When it appeared in 1301 the great artist Giotto will have seen it blazing in the sky. It is surely Halley’s Comet that he used as the model for the Star over Bethlehem in his exquisite Nativity Of 1305.

 

Image result for giotto adoration magi 1305

Just as artists have always looked into the night sky for inspiration so too have scientists and astronomers avid to map the heavens, predict orbits and understand the mathematical keys to the music of the spheres.

Enter astronomer, geophysicist, meteorologist, physicist and mathematician Edmund Halley (1656 – 1742).

Edmond Halley Image 4

Halley would make important contributions in many fields of science and win numerous honours including the Posts of Astronomer Royal and Savilian Professor of Geometry at Oxford.

Yet, his immortality in the human imagination will undoubtedly rest on his correct calculation, published in 1705, of the periodic orbit of the comet now named after him.

As predicted by Halley the comet reappeared in 1758 some 16 years after his own death.

And, every 74-79 years it comes around again.

It comes around again reminding us of the immensity of the Universe and our small place in it.

When it came around in 1910 it shone above two great American writers – Mark Twain and Eudora Welty.

Twain managed to be one of those fortunate enough to be alive for two appearances of Halley’s Comet as he was born in 1835 and died in April 1910. Characteristically, Twain wrote, ‘It will be the greatest disappointment of my life if I don’t go out with Halley’s Comet’.

As Twain went out Eudora Welty came in (she was born in April 1909).

In her wonderfully lyrical book, ‘One Writer’s Beginnings’ (get the Audio Book On CD she reads herself!) she makes reference to being a babe taken to the window in her Father’s  arms when Halley’s Comet loomed above her native Jackson Mississippi in 1910.

Among the admiring readers of that Book was Mary Chapin Carpenter one of the most highly literate and emotionally intelligent songwriters of our time.

Mary is a writer who ponders deeply the dizzy ups and downs of life’s carousel before capturing our situations in songs filled with feeling, wit and craft.

Her imagination caught by Eudora’s luminous prose she wrote a luminous, deeply touching, work of her own in, ‘Halley Came to Jackson’.

 

 

Mary’s melody and lyric are tenderly poetic.

Her vocal is both wistful and heartfelt while Mark O’Connor’s Fiddle reels in the passing years for all of us.

There is always flesh and blood humanity in Mary’s songs; a present sense of the social, moral, imaginative and emotional plenitude every life is heir to.

Daddy in the song will only get to see Halley fly this one time.

This one time.

Aware, as parents always hauntingly are, of the fleeting span of life we have allotted to us here he tenderly holds his infant daughter in his arms and prays that when Halley comes around again that, though he will be long gone, she will look up into the heavens and see it bright as a torch above Jackson again.

And to that I say Amen .. Amen .. Amen.

Halley is due again in 2061.

None of us can know what joys and calamities will visit us between now and then.

All we can do is have Faith.  Have Hope.
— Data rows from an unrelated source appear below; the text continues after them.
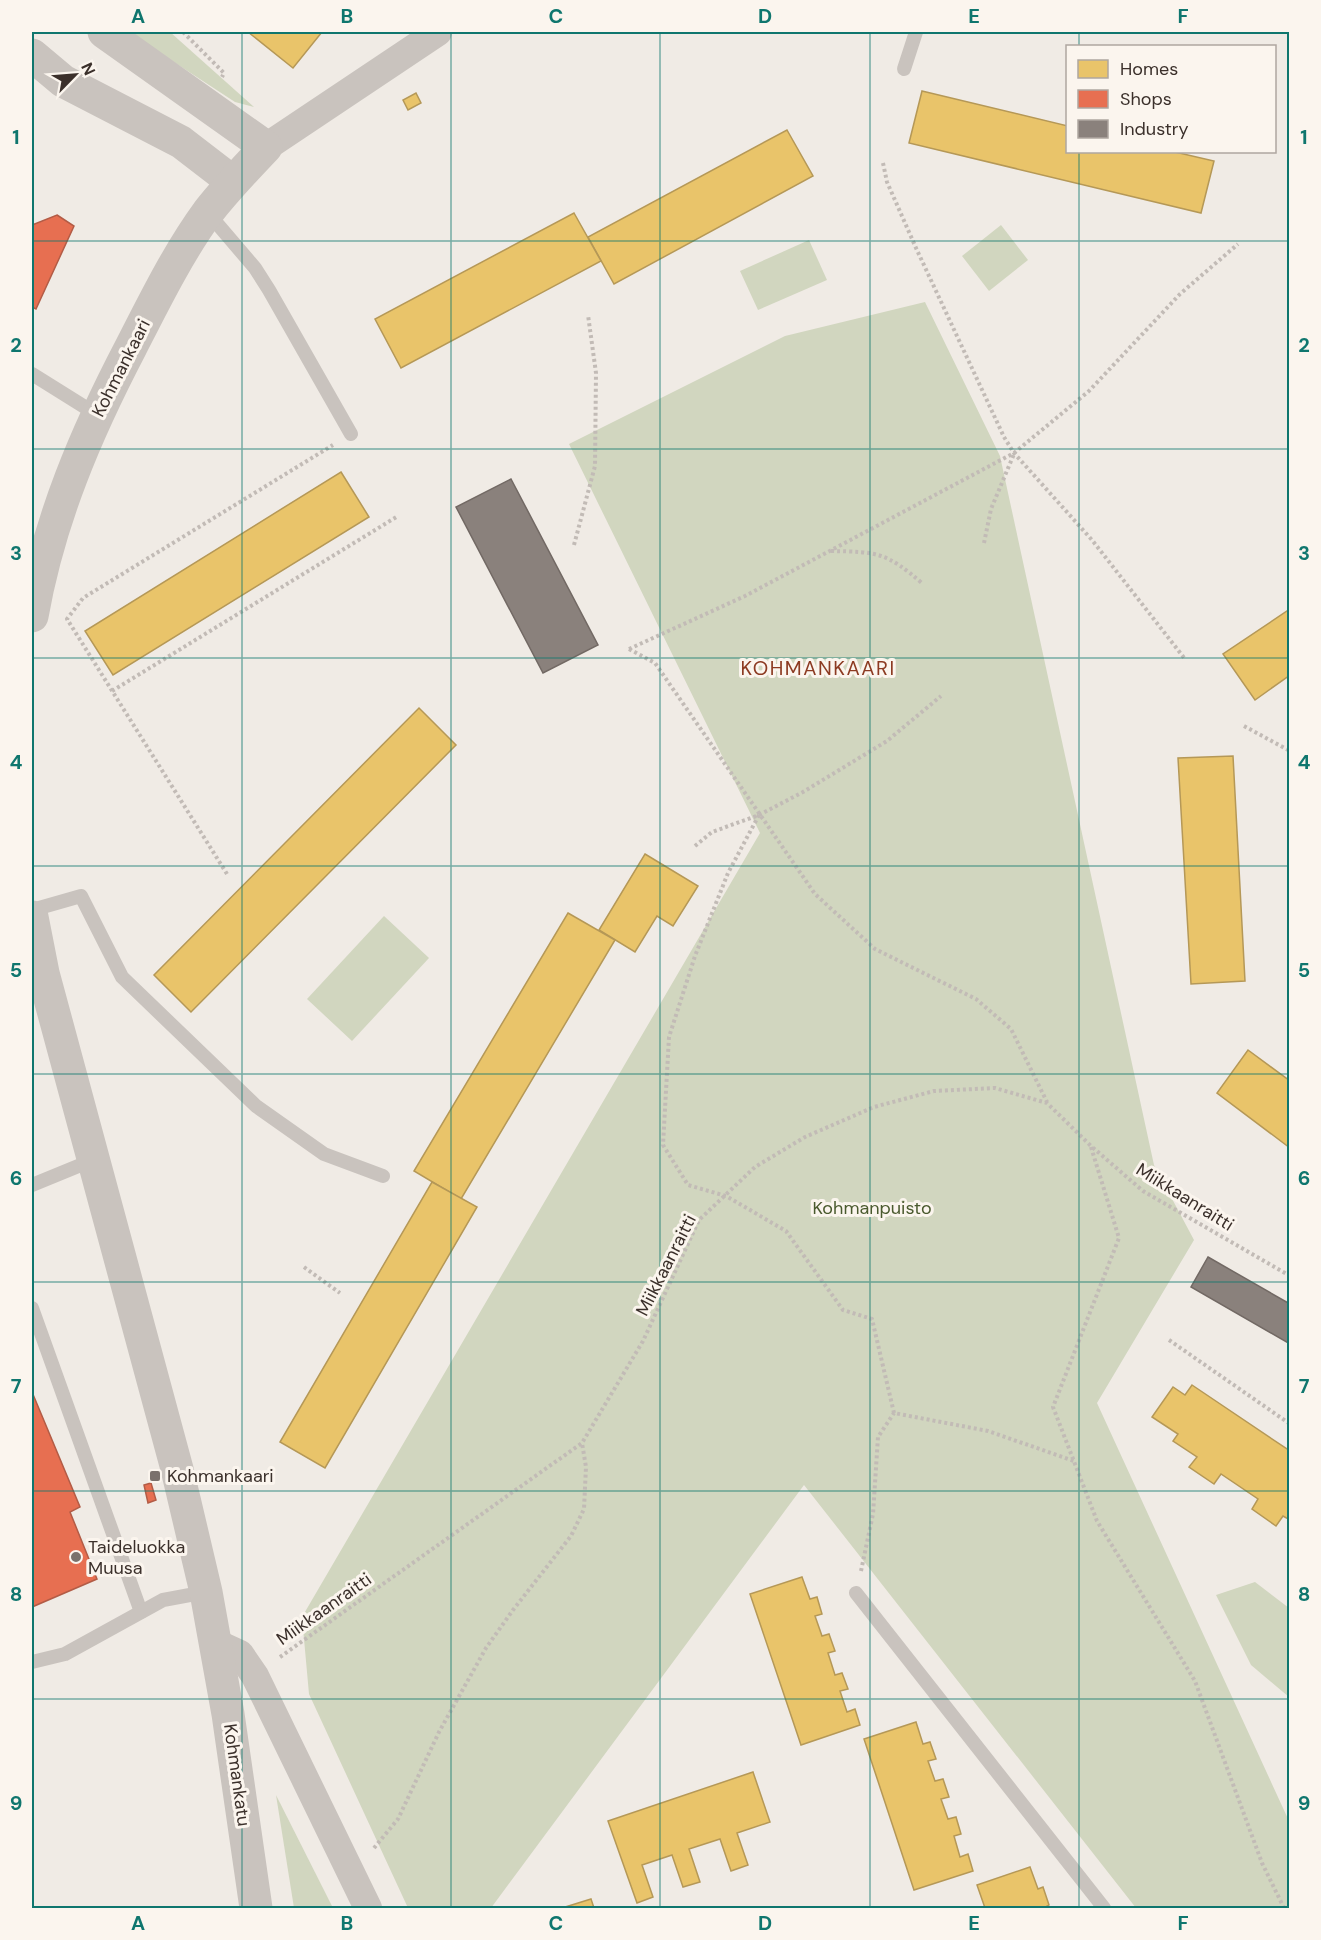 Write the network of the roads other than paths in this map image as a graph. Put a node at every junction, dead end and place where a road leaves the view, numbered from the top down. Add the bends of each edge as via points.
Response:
1 (104, 32) edge
2 (438, 32) edge
3 (916, 32) edge
4 (32, 55) edge
5 (904, 69) dead end
6 (266, 147) junction
7 (233, 182) junction
8 (208, 213) junction
9 (32, 374) edge
10 (96, 414) junction
11 (351, 434) road end
12 (32, 616) edge
13 (32, 910) edge
14 (32, 918) edge
15 (37, 976) edge
16 (93, 1160) junction
17 (383, 1176) dead end
18 (32, 1185) edge
19 (32, 1308) edge
20 (207, 1592) junction
21 (856, 1593) road end
22 (141, 1612) junction
23 (216, 1643) junction
24 (32, 1662) edge
25 (256, 1908) edge
26 (368, 1908) edge
27 (1104, 1908) edge

1 - 6 street
2 - 6 street, Kohmankaari
3 - 5 lane
4 - 7 street via 63,81 181,142
6 - 7 street, Kohmankaari
7 - 8 street, Kohmankaari
8 - 10 street, Kohmankaari
8 - 11 lane via 255,268
9 - 10 lane
10 - 12 street, Kohmankaari via 65,489 42,562
13 - 17 lane via 81,896 122,977 255,1106 324,1155
14 - 15 street
15 - 16 street
16 - 18 lane
16 - 20 street
19 - 22 lane
20 - 22 lane via 162,1599
20 - 23 street
21 - 27 lane
22 - 24 lane via 65,1654
23 - 25 street, Kohmankatu
23 - 26 street via 240,1654 255,1676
And Love.

Make sure when Halley comes again and the wind is still that you look up and make a wish for the ones who will survive you.

Dream a little dream of a Comet’s charms.

 

 

This Post for Stephen, Irene, Kevin, Ronan and Hugh (not forgetting Cooper) with thanks for the welcome to The Kingdom and the hospitality.

I don’t hold you responsible for the hailstorms but I do for the good fare and good cheer.

Halley comes around again in July 2061. Given my dietary and exercise regime I hope to be around to share a toast then.

If not, raise a glass for me.

 

Notes :

In addition to being a wonderful song ‘Halley Came to Jackson’ is also available as an utterly charming illustrated book by Mary Chapin Carpenter and Dan Andreasen published by Harper Collins.